Universitas Harvard melayangkan gugatan kepada Presiden Amerika Serikat Donald Trump. Gugatan ini merupakan respons atas keputusan Trump untuk mencabut hak Harvard menerima mahasiswa asing.
Langkah Trump dianggap sebagai pembalasan atas penolakan Harvard terhadap upaya pemerintah untuk mengendalikan tata kelola, kurikulum, dan ideologi kampus. Keputusan ini berdampak signifikan terhadap Harvard yang memiliki seperempat mahasiswa berasal dari luar negeri.
Pencabutan Hak Penerimaan Mahasiswa Asing
Menteri Keamanan Dalam Negeri Kristi Noem secara resmi mencabut sertifikasi Program Mahasiswa dan Pengunjung Pertukaran (SEVIS) Universitas Harvard. SEVIS merupakan sistem utama yang memungkinkan mahasiswa asing belajar di AS.
Surat pencabutan tersebut disampaikan pada Jumat, 23 Mei 2025. Keputusan ini menuai banyak penolakan, termasuk dari Harvard sendiri yang berlokasi di Cambridge, Massachusetts.
Reaksi Harvard dan Pihak Terkait
Harvard langsung merespon dengan gugatan hukum, menyebut tindakan pemerintah sebagai pelanggaran hukum. Mereka menegaskan komitmen untuk tetap menerima mahasiswa dan akademisi internasional.

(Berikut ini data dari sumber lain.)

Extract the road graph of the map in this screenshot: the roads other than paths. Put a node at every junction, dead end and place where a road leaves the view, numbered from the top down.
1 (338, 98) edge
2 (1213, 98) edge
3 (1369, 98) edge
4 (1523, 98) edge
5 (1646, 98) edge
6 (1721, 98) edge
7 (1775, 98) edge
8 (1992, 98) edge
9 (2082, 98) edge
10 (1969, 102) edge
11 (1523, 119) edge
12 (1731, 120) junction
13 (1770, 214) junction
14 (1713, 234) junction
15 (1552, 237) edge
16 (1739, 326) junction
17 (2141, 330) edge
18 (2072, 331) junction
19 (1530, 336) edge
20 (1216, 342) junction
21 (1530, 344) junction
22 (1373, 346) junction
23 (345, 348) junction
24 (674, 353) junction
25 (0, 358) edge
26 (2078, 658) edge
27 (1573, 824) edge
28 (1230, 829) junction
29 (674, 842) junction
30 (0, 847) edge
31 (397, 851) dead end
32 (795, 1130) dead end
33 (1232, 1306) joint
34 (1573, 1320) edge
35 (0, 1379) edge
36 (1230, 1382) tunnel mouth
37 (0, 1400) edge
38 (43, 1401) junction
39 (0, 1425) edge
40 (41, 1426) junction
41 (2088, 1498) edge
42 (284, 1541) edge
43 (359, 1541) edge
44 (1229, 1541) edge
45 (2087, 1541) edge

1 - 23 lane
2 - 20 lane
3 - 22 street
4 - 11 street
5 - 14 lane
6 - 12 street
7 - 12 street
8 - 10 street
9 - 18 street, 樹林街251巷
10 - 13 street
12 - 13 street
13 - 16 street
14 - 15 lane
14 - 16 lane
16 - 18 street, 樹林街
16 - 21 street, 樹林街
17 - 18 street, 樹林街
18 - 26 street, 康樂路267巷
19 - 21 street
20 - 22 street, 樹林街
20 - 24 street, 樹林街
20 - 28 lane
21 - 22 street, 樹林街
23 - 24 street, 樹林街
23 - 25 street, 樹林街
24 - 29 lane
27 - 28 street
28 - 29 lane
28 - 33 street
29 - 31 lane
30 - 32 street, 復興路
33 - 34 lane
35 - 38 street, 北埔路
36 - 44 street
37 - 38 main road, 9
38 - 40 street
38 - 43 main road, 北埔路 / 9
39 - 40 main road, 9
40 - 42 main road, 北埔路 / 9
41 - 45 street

Universitas Harvard menyatakan pencabutan hak tersebut akan berdampak buruk bagi kampus dan negara secara keseluruhan. Mereka menekankan dampak negatif pada misi akademis dan penelitian Harvard.
Seorang pimpinan American Association of University Professors di Harvard menilai langkah Trump sebagai tindakan otoriter dan pembalasan. Ia menyebut pemerintah secara ilegal berupaya menghancurkan pendidikan tinggi di Amerika Serikat.
Dampak dan Ancaman terhadap Pendidikan Tinggi
Kebijakan ini menimbulkan kepanikan di kalangan mahasiswa. Mereka merasa langkah Trump sangat merugikan dan melanggar hukum.
Banyak pihak mengkhawatirkan dampak jangka panjang dari keputusan ini terhadap pendidikan tinggi di Amerika Serikat. Penolakan terhadap mahasiswa asing dapat menghambat kemajuan penelitian dan inovasi di berbagai bidang.
Gugatan Harvard melawan Trump mencerminkan pertarungan atas otonomi universitas dan akses pendidikan bagi mahasiswa internasional. Hasil dari gugatan ini akan menentukan masa depan pendidikan tinggi Amerika dan perannya di dunia.
Kejadian ini menunjukkan meningkatnya ketegangan antara pemerintah AS dan lembaga pendidikan tinggi. Harapannya, gugatan ini dapat menyelesaikan masalah dan melindungi hak-hak mahasiswa internasional untuk bersekolah di Amerika Serikat.